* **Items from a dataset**
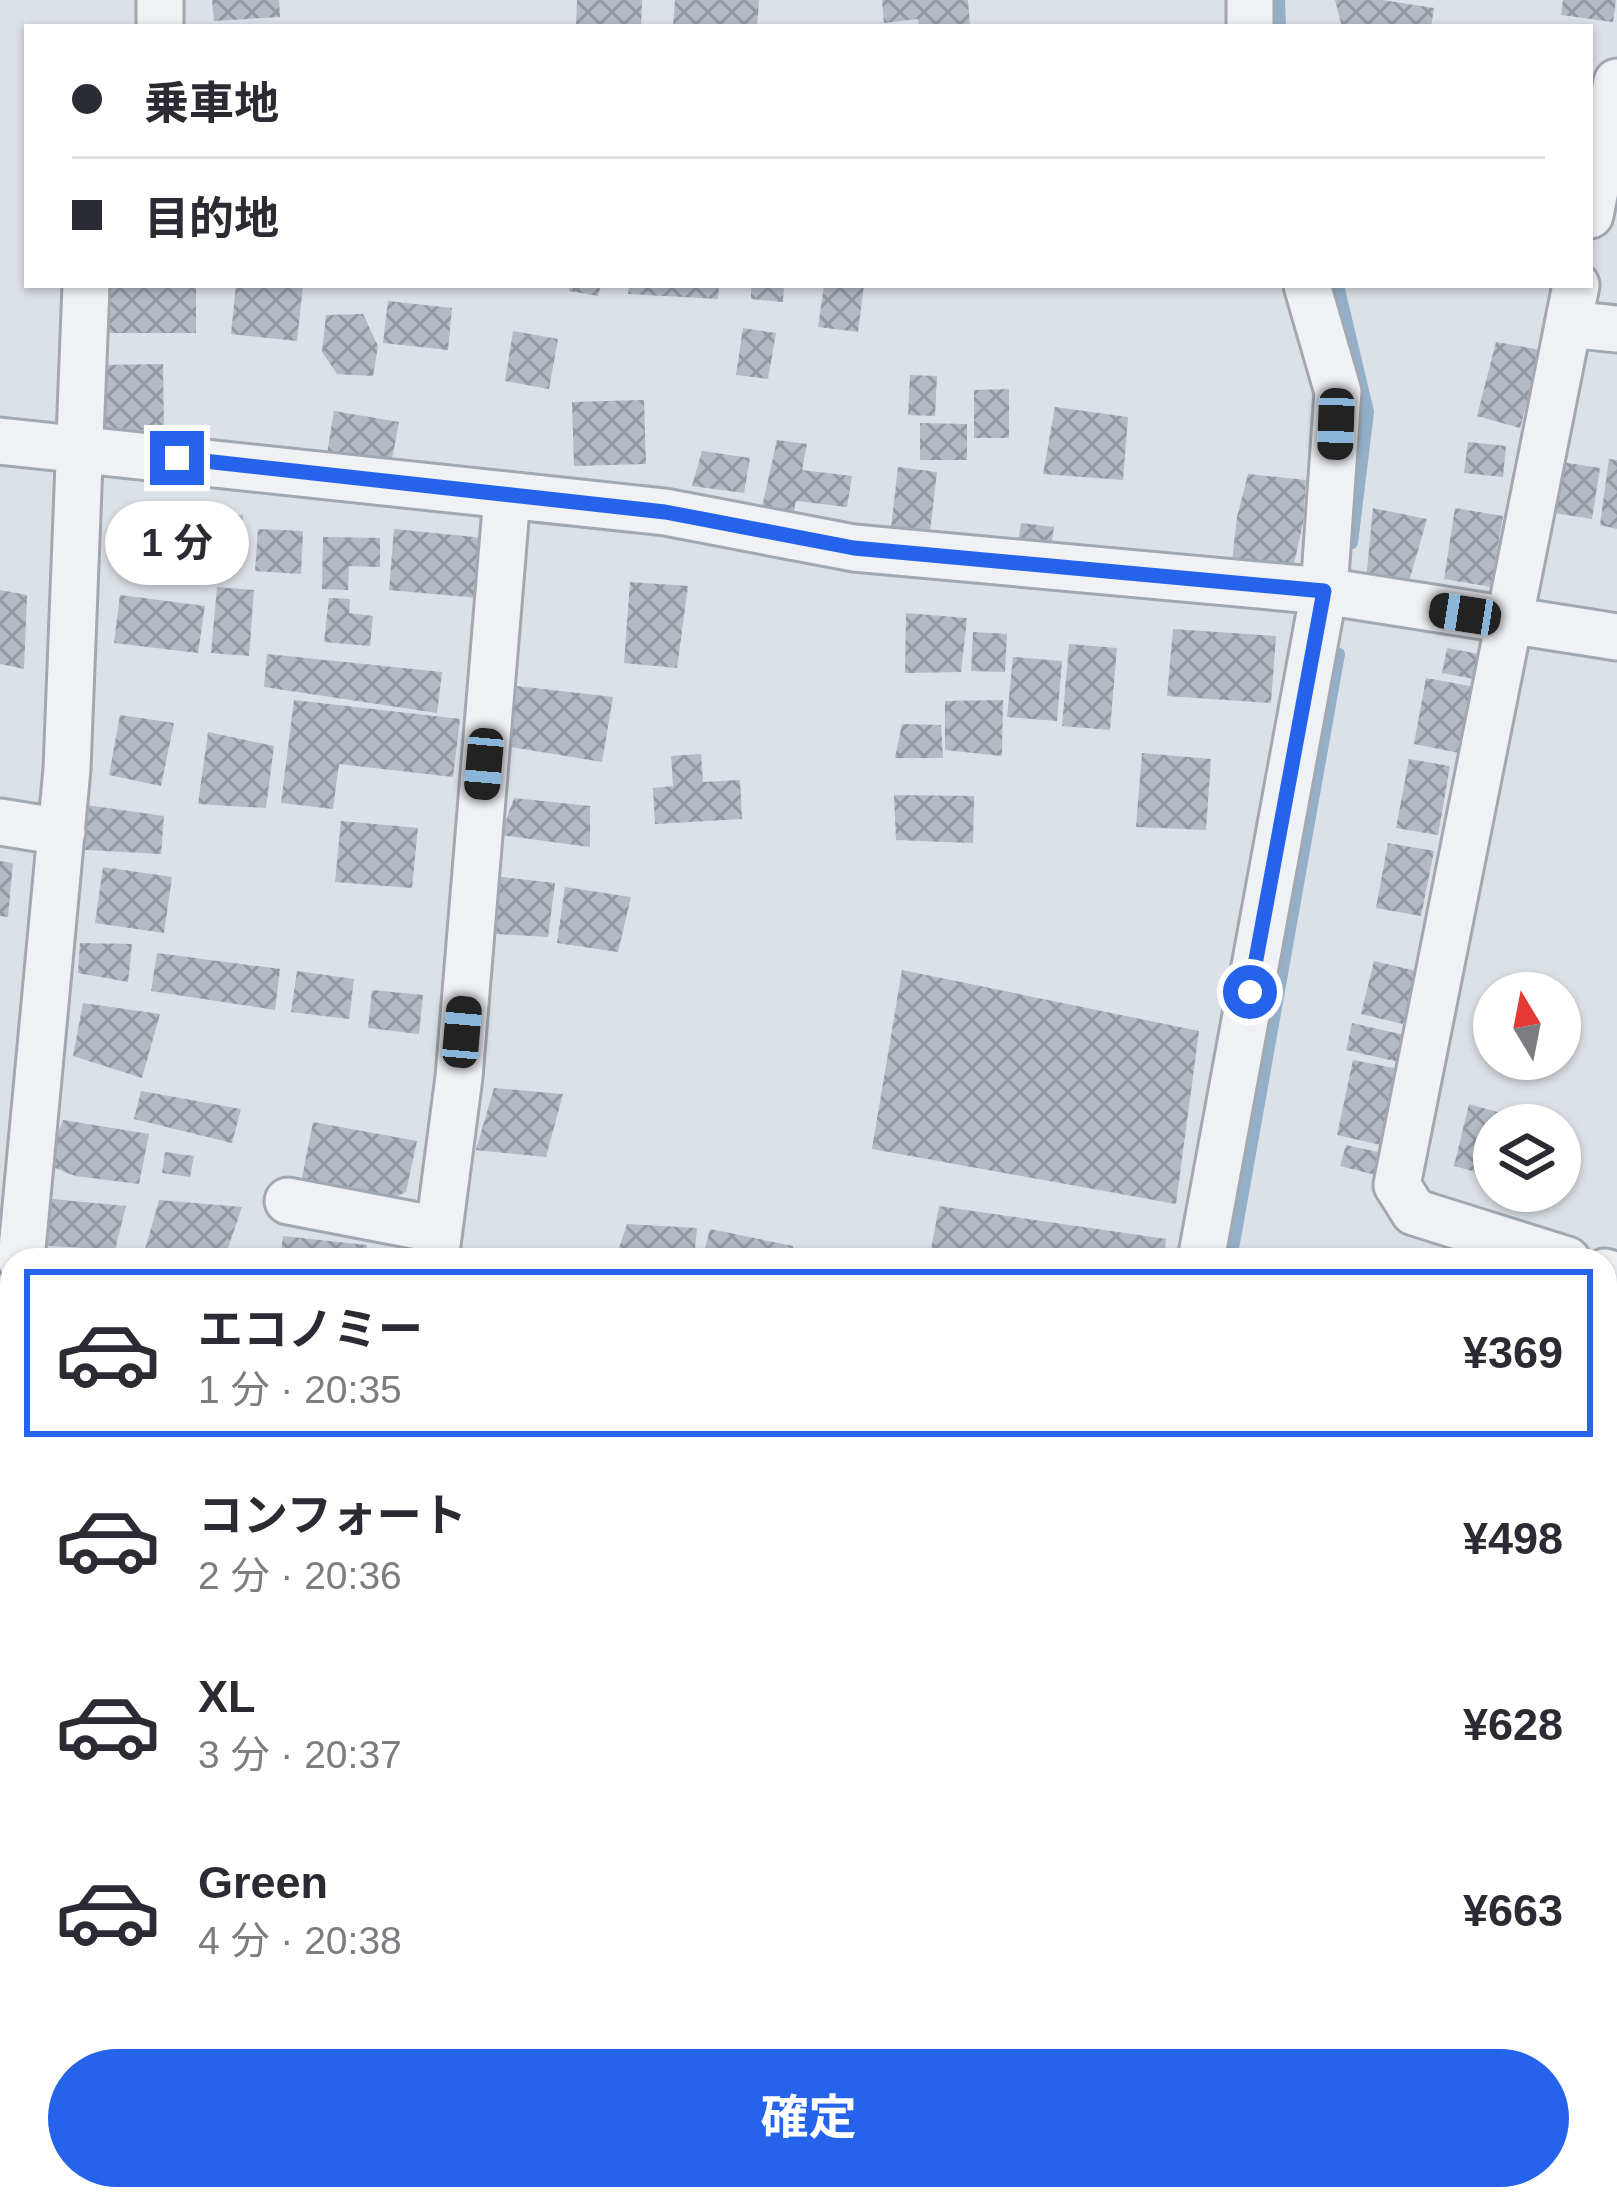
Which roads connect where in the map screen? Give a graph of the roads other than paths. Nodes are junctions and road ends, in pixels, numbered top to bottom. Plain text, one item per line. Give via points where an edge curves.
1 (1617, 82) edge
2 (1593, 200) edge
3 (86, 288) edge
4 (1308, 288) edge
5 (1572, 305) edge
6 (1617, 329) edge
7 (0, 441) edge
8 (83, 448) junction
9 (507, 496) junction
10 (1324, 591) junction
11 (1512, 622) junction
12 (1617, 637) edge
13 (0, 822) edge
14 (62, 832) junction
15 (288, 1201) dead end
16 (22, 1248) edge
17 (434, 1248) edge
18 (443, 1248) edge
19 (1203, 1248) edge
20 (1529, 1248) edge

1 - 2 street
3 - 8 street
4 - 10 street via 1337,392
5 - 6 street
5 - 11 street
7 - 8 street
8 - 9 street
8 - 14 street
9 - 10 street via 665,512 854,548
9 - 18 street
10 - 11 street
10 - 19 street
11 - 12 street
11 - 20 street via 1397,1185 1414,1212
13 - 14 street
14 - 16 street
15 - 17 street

* **EXERCISE BRIEF**
Every line above is to be given again exactly, apart from the pictures.

* **OUTPUT FOR THIS TASK**
Which roads connect where in the map screen? Give a graph of the roads other than paths. Nodes are junctions and road ends, in pixels, numbered top to bottom. Plain text, one item per line. Give via points where an edge curves.
1 (1617, 82) edge
2 (1593, 200) edge
3 (86, 288) edge
4 (1308, 288) edge
5 (1572, 305) edge
6 (1617, 329) edge
7 (0, 441) edge
8 (83, 448) junction
9 (507, 496) junction
10 (1324, 591) junction
11 (1512, 622) junction
12 (1617, 637) edge
13 (0, 822) edge
14 (62, 832) junction
15 (288, 1201) dead end
16 (22, 1248) edge
17 (434, 1248) edge
18 (443, 1248) edge
19 (1203, 1248) edge
20 (1529, 1248) edge

1 - 2 street
3 - 8 street
4 - 10 street via 1337,392
5 - 6 street
5 - 11 street
7 - 8 street
8 - 9 street
8 - 14 street
9 - 10 street via 665,512 854,548
9 - 18 street
10 - 11 street
10 - 19 street
11 - 12 street
11 - 20 street via 1397,1185 1414,1212
13 - 14 street
14 - 16 street
15 - 17 street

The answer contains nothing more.